(Extracted records)
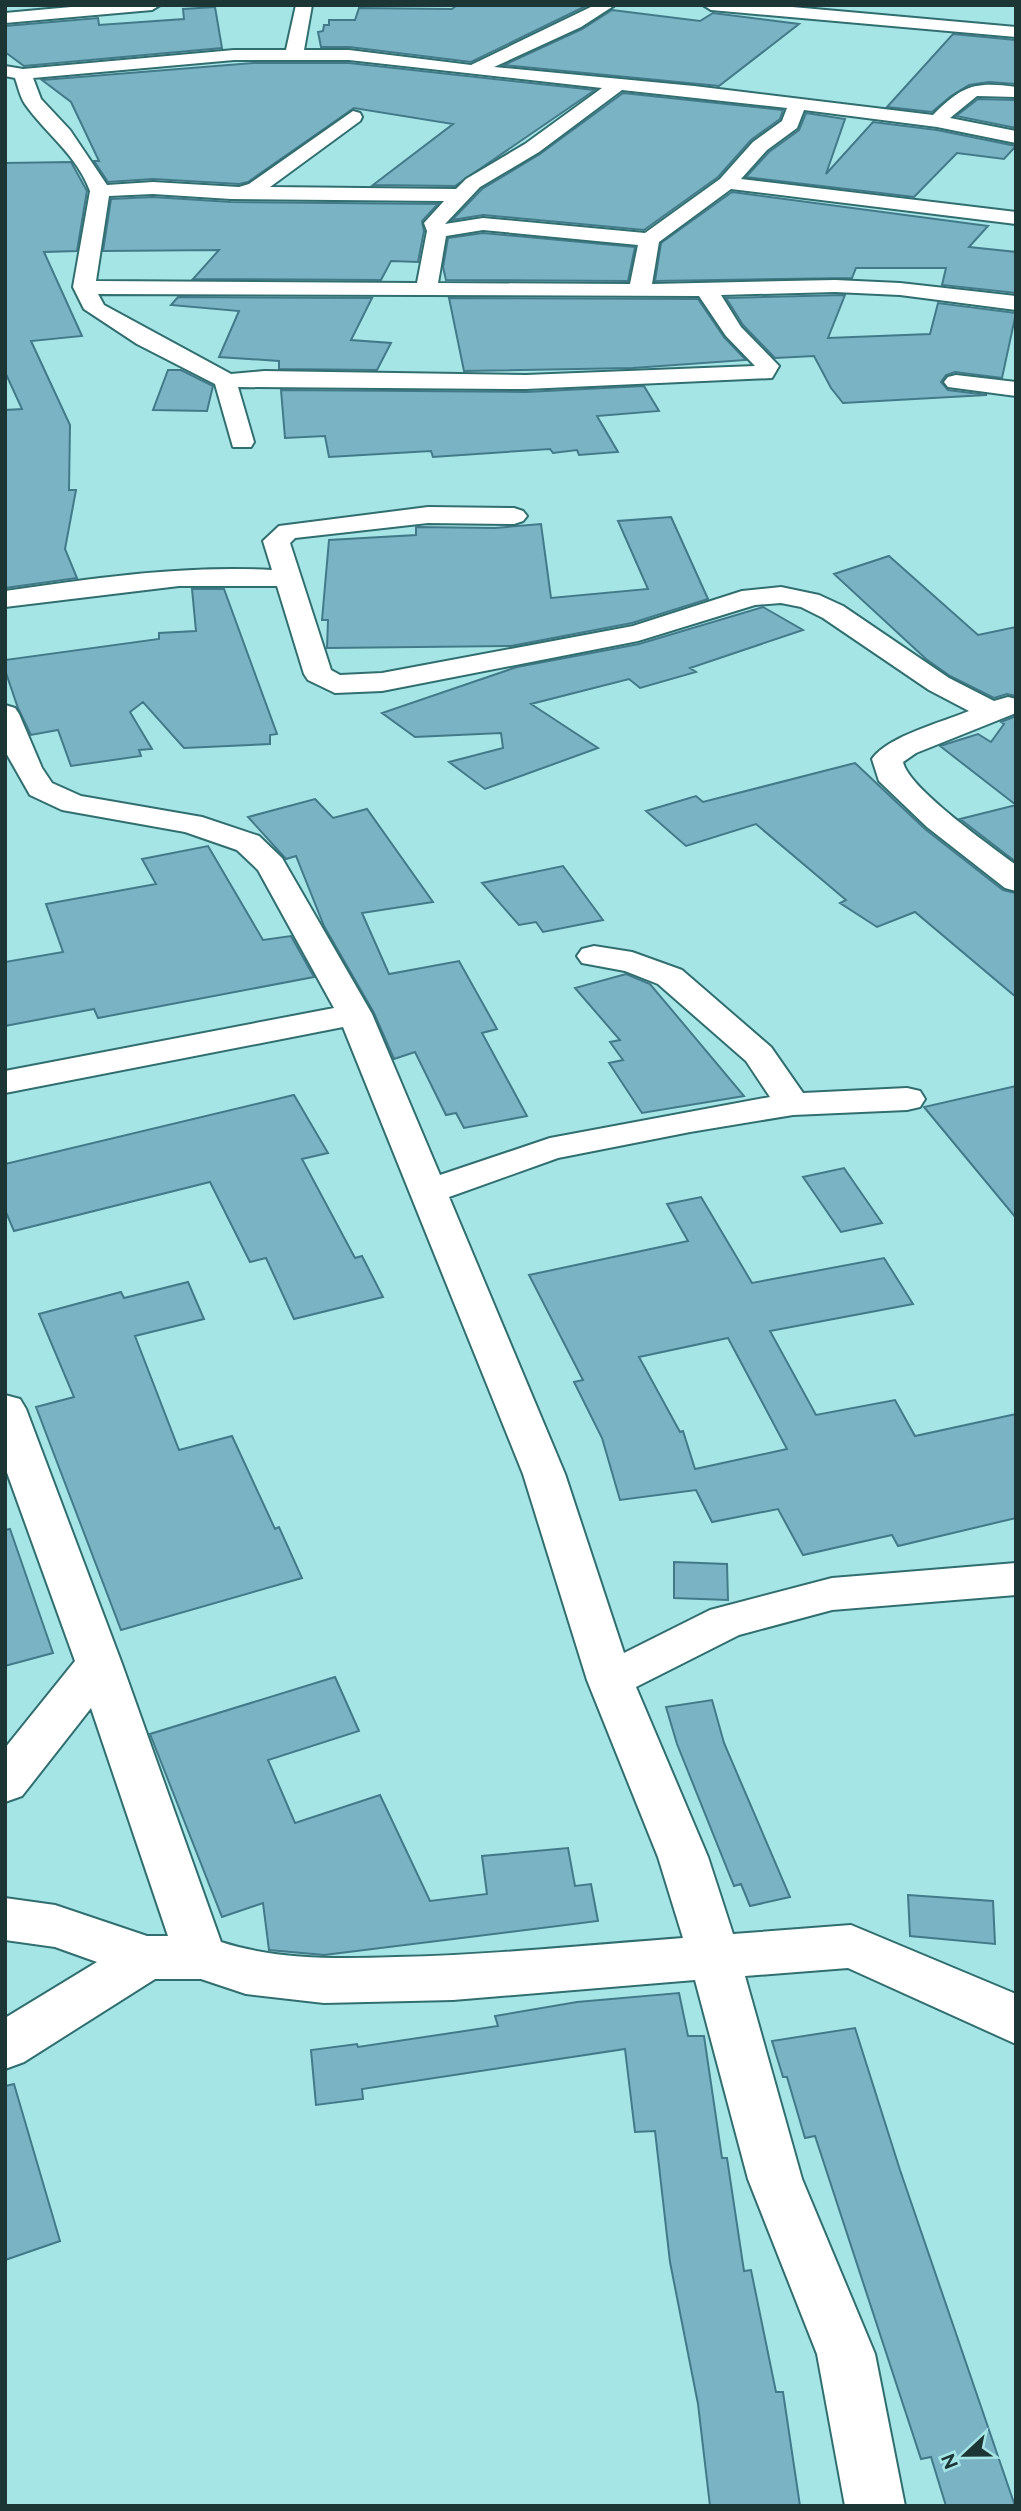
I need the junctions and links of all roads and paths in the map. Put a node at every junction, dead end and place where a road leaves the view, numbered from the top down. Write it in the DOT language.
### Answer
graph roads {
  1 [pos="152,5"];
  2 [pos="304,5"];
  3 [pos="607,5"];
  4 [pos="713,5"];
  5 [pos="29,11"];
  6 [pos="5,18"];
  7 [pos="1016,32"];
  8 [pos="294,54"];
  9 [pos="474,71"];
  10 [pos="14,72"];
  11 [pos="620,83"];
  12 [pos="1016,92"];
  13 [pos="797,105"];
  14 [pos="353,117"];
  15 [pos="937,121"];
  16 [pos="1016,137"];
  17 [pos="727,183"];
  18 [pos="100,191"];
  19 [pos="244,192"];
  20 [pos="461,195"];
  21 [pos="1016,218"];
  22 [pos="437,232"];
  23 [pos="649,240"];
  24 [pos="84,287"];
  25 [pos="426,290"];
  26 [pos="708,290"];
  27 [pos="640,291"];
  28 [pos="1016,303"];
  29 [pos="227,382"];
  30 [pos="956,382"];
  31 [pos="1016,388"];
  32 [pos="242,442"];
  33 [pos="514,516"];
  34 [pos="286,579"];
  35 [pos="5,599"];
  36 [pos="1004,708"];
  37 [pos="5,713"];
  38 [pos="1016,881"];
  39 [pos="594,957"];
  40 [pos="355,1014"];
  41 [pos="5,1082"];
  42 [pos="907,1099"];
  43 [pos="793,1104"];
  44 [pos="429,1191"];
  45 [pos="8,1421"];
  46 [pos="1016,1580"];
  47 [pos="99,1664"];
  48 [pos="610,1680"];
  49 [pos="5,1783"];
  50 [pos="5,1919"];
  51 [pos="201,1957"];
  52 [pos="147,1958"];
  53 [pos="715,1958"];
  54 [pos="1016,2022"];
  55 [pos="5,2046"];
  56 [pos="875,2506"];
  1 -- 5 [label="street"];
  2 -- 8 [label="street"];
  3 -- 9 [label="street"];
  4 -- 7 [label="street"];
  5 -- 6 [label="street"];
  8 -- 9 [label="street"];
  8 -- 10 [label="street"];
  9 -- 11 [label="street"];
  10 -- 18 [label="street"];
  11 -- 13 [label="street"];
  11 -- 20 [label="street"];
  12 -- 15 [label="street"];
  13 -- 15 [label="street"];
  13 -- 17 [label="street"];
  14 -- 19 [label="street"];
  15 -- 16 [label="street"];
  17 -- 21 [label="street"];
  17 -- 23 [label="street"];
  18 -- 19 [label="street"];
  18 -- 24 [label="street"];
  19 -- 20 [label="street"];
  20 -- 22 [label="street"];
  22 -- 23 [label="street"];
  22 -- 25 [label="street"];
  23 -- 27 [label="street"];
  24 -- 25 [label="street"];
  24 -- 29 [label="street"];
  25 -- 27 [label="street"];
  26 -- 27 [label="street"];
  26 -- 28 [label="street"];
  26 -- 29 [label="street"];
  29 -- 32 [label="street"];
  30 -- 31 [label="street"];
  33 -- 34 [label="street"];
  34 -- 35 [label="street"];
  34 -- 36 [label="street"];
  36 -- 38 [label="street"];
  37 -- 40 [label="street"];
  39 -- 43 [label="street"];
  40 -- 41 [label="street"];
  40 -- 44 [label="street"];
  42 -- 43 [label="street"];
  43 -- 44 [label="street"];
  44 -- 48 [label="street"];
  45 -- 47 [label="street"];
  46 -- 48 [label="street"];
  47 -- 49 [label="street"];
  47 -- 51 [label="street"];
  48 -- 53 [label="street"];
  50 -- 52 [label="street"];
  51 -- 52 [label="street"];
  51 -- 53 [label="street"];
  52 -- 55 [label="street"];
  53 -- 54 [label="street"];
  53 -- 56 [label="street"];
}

...

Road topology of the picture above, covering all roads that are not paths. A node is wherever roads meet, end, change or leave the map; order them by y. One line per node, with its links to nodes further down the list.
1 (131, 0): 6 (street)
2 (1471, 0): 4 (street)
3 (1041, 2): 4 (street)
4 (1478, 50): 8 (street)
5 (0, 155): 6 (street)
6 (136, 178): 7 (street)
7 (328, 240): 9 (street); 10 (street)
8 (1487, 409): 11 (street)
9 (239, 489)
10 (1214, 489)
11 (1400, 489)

==

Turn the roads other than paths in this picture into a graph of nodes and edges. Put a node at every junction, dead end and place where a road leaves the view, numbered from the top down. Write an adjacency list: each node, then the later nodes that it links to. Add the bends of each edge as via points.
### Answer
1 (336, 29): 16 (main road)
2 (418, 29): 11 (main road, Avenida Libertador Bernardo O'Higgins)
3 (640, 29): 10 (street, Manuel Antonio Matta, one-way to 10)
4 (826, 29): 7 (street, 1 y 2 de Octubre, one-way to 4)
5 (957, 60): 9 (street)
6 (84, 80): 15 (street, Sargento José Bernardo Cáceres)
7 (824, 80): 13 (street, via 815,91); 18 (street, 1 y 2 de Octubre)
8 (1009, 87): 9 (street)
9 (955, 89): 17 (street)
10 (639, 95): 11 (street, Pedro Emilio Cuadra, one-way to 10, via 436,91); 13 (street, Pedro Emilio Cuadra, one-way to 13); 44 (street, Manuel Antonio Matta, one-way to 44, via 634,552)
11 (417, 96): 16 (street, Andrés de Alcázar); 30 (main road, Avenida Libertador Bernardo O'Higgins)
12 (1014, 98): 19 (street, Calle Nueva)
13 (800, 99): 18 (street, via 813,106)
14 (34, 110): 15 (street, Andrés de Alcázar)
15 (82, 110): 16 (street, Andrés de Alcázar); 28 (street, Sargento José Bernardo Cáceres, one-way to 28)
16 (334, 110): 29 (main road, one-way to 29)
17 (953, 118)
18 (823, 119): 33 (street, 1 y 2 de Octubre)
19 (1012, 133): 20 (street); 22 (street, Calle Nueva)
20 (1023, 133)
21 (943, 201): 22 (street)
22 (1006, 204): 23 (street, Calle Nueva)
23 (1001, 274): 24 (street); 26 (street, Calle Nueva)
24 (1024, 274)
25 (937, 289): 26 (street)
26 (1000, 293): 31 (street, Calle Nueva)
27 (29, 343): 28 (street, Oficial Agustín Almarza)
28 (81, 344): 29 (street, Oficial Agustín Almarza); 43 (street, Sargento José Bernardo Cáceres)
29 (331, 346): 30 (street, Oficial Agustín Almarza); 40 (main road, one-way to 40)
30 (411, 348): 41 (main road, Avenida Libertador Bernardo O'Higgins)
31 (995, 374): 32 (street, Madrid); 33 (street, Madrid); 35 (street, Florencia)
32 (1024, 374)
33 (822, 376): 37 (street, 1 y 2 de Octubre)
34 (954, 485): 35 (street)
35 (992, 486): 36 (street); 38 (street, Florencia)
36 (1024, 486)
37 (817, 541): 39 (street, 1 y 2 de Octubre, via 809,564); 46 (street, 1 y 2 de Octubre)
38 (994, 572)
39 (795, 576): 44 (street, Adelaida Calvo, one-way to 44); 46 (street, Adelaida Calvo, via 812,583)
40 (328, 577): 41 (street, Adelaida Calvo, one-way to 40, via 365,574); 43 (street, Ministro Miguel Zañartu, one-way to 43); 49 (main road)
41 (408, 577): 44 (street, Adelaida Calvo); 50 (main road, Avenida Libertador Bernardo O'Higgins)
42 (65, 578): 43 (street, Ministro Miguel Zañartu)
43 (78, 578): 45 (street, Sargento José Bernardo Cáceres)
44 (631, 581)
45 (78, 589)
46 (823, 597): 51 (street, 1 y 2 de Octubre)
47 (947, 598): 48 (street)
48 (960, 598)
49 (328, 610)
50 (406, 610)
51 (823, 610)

**EXERCISE INSTRUCTIONS**. From the records, work out how many lines include "numbered" and respond with the number only.

**TASK SOLUTION**. 2